Exercise requirements –
From the records, return each line that has the word "above" in it.
*** Opening Extracted information ***
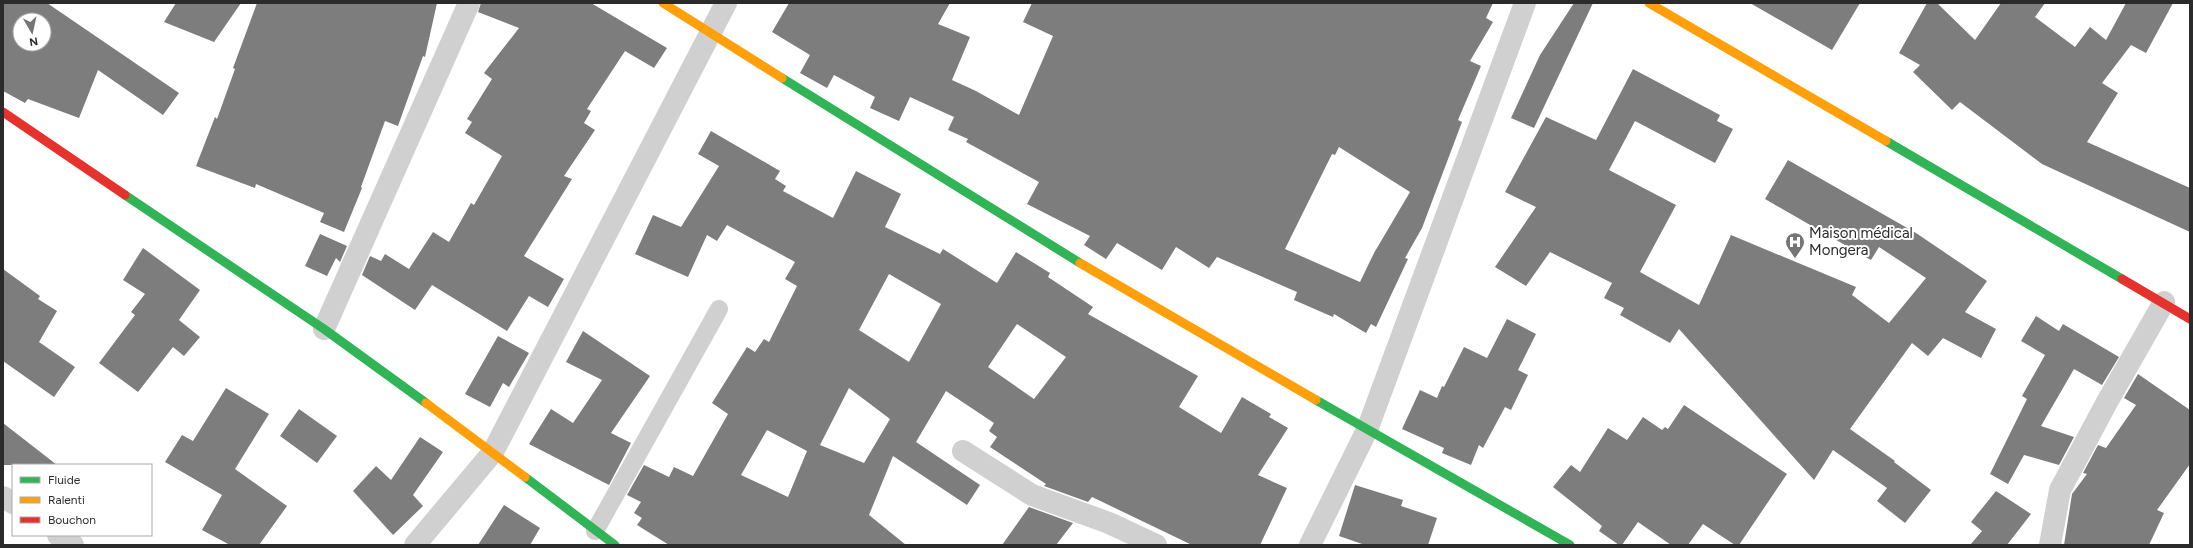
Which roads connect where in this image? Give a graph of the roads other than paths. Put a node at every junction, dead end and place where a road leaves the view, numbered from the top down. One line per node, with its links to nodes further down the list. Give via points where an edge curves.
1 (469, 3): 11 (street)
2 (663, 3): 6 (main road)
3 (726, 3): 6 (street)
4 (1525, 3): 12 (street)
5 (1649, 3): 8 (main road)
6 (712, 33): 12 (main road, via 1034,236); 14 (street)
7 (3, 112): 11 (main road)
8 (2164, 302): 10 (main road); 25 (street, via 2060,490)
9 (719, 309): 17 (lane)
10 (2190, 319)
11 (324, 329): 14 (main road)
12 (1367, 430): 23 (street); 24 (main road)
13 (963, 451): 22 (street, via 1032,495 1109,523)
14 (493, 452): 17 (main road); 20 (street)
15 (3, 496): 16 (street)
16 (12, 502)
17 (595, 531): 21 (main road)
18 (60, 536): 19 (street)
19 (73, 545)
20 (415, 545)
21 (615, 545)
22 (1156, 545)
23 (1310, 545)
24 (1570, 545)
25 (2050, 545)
*** Closing Extracted information ***
*** Opening Extracted information ***
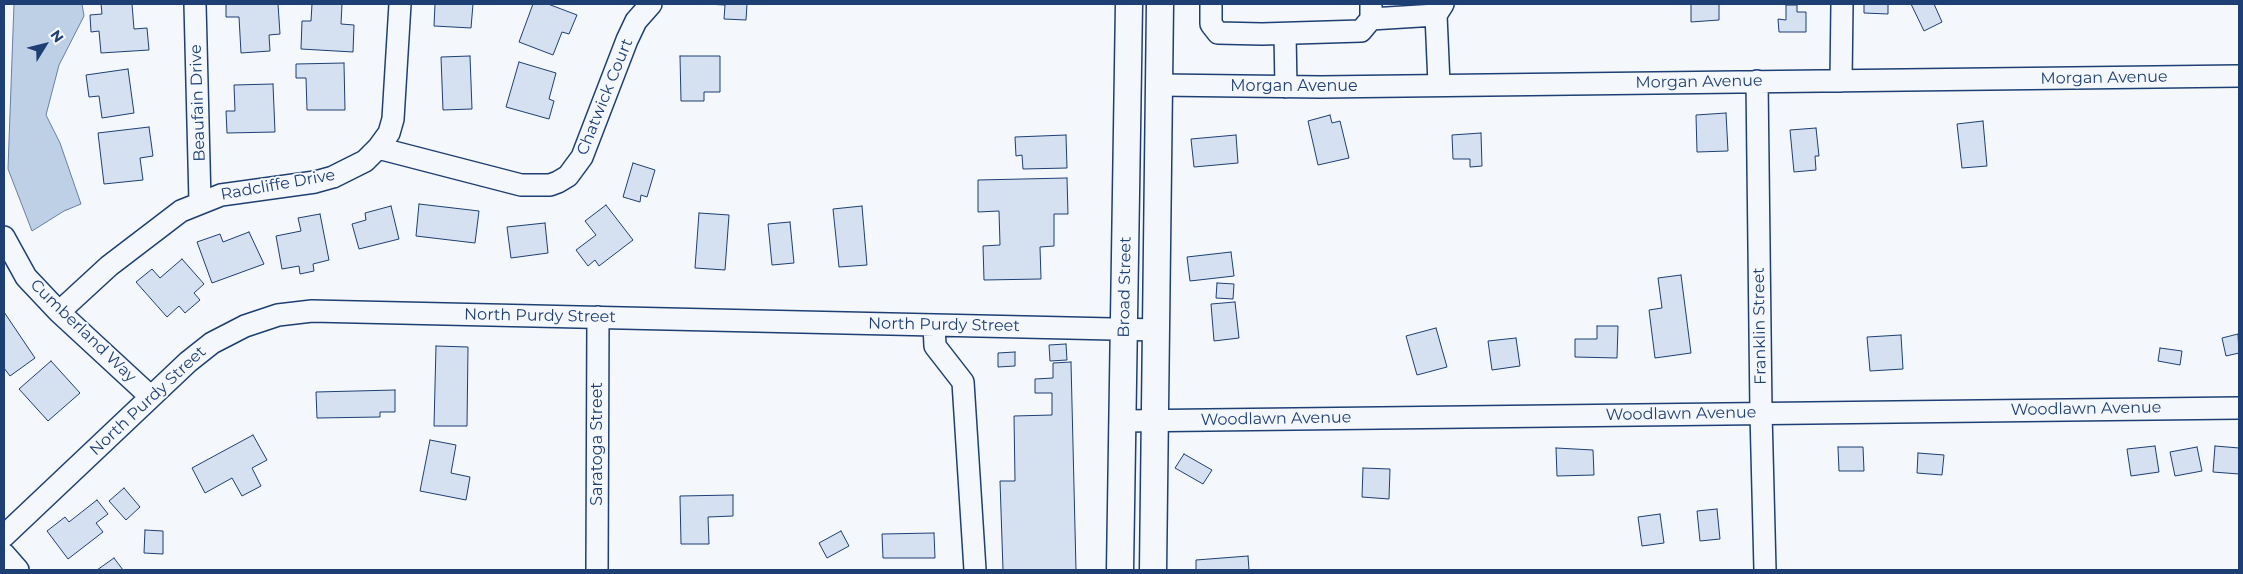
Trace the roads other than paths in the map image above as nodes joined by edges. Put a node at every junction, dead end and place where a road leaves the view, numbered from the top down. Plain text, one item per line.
*** Closing Extracted information ***
*** Opening Extracted information ***
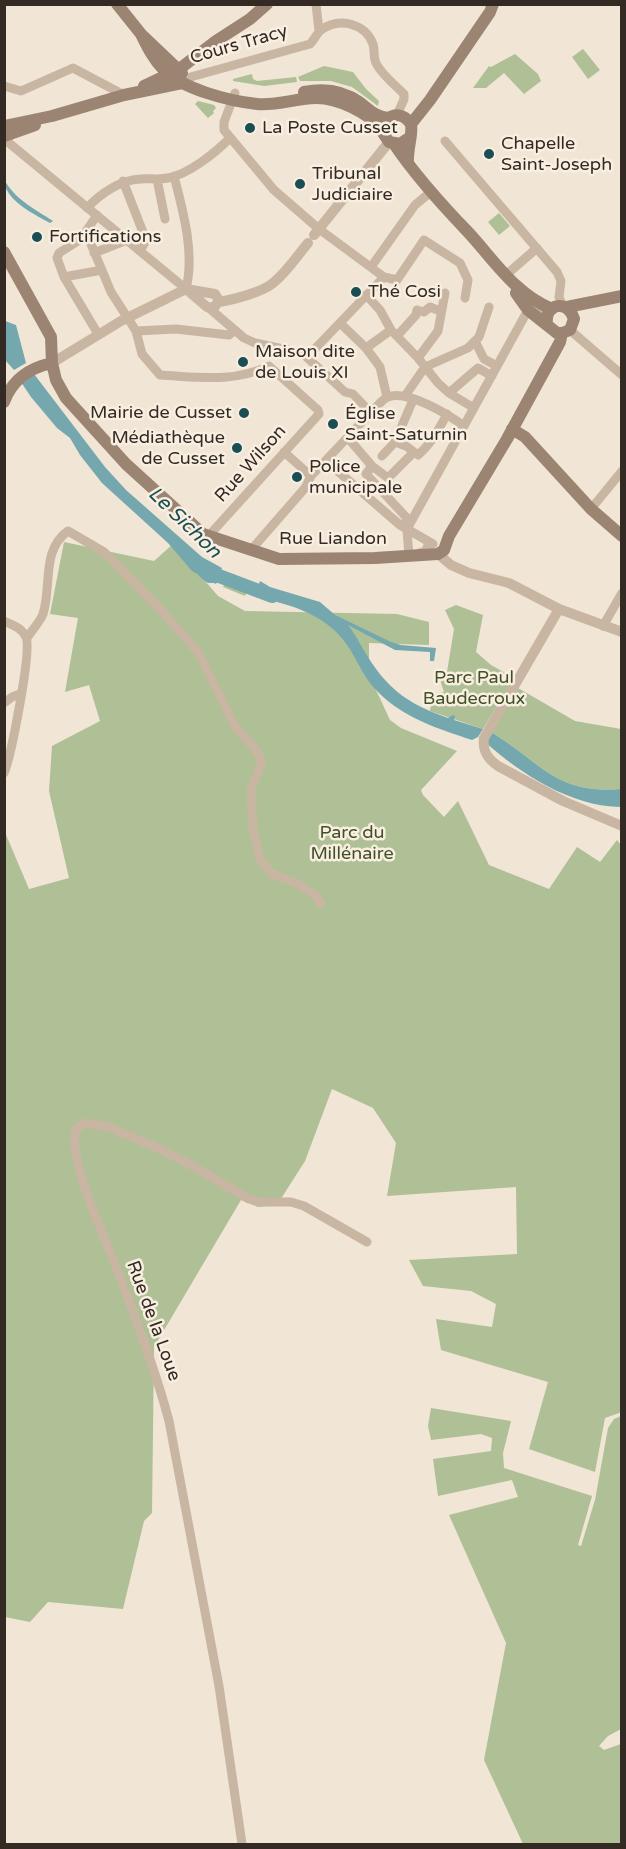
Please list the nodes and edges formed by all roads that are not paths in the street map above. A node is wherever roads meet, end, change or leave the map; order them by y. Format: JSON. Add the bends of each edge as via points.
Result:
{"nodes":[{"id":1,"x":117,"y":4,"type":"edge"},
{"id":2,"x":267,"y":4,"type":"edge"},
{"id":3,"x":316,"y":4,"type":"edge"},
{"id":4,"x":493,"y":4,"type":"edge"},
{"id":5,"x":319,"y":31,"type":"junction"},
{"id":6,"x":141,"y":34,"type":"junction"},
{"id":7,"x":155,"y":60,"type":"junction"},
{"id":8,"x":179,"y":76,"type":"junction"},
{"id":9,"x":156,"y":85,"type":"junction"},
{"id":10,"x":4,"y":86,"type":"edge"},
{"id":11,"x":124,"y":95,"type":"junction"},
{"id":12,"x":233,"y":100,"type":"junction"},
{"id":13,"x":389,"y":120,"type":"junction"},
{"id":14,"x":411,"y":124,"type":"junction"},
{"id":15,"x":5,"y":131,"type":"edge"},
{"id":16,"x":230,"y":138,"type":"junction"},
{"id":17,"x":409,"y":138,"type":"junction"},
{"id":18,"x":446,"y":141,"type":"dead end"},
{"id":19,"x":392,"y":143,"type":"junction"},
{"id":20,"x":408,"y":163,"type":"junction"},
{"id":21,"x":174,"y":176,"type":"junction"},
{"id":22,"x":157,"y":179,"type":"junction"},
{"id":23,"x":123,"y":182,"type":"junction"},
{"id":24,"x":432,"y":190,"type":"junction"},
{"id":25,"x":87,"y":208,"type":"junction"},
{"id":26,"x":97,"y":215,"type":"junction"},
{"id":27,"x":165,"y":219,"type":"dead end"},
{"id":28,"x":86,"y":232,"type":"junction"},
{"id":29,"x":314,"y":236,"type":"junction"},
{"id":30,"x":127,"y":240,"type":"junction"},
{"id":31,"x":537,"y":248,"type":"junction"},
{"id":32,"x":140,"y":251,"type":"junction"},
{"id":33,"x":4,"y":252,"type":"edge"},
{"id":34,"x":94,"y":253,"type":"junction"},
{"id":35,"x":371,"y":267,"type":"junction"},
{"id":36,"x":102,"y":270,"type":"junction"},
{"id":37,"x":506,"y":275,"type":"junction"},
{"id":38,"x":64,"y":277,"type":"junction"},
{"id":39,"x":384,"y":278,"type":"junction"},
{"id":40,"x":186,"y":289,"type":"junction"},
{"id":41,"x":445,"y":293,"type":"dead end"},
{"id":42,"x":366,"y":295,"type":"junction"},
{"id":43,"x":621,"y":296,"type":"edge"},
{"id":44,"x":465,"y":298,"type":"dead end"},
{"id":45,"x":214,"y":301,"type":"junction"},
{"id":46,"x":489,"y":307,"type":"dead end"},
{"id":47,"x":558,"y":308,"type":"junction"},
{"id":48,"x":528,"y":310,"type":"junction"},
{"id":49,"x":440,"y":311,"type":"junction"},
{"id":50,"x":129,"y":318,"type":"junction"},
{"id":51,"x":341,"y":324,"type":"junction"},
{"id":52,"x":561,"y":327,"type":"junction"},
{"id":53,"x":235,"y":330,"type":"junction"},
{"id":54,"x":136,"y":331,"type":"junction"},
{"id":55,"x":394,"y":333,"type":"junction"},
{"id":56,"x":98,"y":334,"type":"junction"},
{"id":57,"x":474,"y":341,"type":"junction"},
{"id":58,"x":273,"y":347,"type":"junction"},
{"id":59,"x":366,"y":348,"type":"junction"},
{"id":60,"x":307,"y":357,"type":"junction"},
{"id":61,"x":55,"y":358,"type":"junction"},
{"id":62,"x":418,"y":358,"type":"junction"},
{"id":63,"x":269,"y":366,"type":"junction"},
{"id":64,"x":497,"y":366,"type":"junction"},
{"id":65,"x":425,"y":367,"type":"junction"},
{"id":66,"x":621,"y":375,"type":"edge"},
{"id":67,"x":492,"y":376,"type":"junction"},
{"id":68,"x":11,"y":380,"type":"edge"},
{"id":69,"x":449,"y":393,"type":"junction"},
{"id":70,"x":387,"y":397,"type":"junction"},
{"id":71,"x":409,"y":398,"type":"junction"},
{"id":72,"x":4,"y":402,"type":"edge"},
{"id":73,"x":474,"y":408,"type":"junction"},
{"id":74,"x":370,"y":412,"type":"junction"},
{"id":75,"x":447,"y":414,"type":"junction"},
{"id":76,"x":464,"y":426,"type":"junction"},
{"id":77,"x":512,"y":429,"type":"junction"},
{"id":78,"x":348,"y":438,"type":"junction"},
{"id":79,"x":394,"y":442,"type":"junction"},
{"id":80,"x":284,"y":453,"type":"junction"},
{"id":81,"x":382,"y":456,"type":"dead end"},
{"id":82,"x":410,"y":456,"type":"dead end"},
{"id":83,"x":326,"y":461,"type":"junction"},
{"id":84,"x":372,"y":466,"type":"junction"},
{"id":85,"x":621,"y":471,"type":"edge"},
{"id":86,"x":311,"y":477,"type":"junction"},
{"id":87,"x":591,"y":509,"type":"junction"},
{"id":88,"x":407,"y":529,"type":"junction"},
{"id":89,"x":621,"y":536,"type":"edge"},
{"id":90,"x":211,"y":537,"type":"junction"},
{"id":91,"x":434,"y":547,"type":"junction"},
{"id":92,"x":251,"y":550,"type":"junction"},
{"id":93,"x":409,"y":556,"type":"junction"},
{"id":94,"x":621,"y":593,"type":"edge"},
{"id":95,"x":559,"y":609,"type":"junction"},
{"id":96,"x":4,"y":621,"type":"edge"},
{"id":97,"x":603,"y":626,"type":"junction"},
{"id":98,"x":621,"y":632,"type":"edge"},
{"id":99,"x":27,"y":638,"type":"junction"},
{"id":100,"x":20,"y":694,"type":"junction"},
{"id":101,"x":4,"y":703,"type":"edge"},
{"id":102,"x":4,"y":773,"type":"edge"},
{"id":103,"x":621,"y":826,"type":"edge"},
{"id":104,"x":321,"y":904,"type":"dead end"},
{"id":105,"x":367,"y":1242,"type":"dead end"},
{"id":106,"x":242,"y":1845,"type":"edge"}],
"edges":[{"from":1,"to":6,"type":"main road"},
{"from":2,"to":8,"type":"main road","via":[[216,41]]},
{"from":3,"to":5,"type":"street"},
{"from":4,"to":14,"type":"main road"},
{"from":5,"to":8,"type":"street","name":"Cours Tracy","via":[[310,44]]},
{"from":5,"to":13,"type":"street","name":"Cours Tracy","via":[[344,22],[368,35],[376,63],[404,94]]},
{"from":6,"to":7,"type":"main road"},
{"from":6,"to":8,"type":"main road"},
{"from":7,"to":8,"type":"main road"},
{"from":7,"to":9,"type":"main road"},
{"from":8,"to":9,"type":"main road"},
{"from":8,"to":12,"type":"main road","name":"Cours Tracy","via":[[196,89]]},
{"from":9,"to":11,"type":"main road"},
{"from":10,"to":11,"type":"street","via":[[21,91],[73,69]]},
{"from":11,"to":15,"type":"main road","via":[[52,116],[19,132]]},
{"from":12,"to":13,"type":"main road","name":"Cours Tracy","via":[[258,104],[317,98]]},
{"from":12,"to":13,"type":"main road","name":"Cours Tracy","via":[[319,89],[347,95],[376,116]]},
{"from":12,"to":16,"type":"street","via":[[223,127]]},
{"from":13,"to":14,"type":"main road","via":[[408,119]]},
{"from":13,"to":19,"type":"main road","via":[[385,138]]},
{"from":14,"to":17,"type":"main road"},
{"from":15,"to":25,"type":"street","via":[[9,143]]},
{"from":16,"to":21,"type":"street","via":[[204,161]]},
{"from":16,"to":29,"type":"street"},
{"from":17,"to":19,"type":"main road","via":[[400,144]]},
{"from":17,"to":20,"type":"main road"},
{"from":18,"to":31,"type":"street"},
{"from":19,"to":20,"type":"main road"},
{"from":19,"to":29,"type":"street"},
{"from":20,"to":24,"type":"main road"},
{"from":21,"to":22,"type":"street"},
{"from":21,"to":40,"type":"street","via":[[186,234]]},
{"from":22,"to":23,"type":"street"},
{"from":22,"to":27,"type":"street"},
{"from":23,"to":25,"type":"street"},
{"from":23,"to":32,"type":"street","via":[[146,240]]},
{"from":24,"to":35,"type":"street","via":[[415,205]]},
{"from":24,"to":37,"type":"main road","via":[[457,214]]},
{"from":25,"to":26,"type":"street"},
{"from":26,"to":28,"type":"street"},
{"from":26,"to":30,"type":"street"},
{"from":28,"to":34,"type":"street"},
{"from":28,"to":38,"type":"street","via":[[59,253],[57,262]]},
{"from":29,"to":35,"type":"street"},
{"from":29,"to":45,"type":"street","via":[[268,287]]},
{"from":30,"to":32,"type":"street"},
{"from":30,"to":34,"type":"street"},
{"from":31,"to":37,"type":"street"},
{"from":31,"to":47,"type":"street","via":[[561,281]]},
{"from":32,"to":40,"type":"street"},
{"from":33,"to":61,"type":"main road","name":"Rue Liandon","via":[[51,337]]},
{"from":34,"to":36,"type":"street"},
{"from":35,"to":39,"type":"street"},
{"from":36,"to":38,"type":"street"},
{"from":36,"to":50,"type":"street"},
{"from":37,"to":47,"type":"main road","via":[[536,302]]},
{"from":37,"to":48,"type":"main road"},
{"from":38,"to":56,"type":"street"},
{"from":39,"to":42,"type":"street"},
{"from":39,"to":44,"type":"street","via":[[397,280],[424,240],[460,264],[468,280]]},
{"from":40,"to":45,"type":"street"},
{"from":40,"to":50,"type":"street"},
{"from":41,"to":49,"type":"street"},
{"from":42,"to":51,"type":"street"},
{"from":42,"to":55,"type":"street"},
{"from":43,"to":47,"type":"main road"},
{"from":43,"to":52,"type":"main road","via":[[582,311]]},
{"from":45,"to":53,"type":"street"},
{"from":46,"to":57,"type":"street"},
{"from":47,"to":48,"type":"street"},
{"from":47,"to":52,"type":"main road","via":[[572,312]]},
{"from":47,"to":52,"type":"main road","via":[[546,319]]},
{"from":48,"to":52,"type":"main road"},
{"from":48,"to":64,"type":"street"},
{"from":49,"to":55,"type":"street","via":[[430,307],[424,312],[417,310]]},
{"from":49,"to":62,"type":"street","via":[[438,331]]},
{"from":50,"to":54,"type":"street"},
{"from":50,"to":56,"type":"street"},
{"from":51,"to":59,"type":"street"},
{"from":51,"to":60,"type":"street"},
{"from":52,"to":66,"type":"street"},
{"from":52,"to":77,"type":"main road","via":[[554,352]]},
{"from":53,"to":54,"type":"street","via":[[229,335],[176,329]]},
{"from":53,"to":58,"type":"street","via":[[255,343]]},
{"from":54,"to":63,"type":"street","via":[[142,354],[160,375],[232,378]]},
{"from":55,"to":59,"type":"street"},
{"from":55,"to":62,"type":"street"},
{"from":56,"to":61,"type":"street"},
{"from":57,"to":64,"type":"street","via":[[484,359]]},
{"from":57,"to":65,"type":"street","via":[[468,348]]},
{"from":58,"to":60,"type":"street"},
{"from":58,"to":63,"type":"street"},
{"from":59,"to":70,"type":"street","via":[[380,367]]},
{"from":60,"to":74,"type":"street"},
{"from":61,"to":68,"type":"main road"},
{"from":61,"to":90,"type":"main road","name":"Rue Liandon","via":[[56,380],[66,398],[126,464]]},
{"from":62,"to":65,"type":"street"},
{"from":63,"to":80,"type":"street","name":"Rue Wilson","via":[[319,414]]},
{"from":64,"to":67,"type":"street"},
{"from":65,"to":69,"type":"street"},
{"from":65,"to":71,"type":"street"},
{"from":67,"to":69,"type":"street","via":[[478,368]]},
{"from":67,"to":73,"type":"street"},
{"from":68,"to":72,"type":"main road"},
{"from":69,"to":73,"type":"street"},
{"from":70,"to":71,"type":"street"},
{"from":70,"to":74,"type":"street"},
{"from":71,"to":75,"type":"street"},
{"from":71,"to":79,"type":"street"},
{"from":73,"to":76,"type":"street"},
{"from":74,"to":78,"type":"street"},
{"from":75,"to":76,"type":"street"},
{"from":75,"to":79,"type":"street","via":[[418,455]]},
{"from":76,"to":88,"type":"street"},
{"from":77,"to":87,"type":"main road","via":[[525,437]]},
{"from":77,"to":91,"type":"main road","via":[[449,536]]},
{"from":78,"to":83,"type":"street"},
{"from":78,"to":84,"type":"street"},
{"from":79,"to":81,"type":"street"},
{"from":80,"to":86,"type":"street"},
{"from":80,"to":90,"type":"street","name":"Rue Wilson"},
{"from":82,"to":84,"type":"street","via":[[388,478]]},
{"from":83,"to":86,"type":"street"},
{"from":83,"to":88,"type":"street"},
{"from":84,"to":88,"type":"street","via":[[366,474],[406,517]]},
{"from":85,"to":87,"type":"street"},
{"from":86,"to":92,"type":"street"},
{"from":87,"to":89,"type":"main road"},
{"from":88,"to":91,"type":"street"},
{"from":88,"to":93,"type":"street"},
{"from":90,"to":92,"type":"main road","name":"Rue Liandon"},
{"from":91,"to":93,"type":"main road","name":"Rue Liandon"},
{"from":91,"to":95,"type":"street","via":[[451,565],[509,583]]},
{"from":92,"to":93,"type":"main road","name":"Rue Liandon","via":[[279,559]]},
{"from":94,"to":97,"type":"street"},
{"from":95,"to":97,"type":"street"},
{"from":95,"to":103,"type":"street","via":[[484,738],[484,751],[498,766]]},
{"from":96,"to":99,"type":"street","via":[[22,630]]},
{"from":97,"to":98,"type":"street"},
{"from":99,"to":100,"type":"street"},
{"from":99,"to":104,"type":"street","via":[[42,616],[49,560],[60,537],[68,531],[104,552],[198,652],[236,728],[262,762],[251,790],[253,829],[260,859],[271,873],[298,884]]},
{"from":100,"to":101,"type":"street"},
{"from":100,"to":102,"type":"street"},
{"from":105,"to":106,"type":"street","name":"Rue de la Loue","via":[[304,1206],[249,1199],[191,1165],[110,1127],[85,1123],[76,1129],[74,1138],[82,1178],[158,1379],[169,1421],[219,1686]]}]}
*** Closing Extracted information ***
Your solution –
Trace the roads other than paths in the map image above as nodes joined by edges. Put a node at every junction, dead end and place where a road leaves the view, numbered from the top down. Plain text, one item per line.
Please list the nodes and edges formed by all roads that are not paths in the street map above. A node is wherever roads meet, end, change or leave the map; order them by y. Format: JSON. Add the bends of each edge as via points.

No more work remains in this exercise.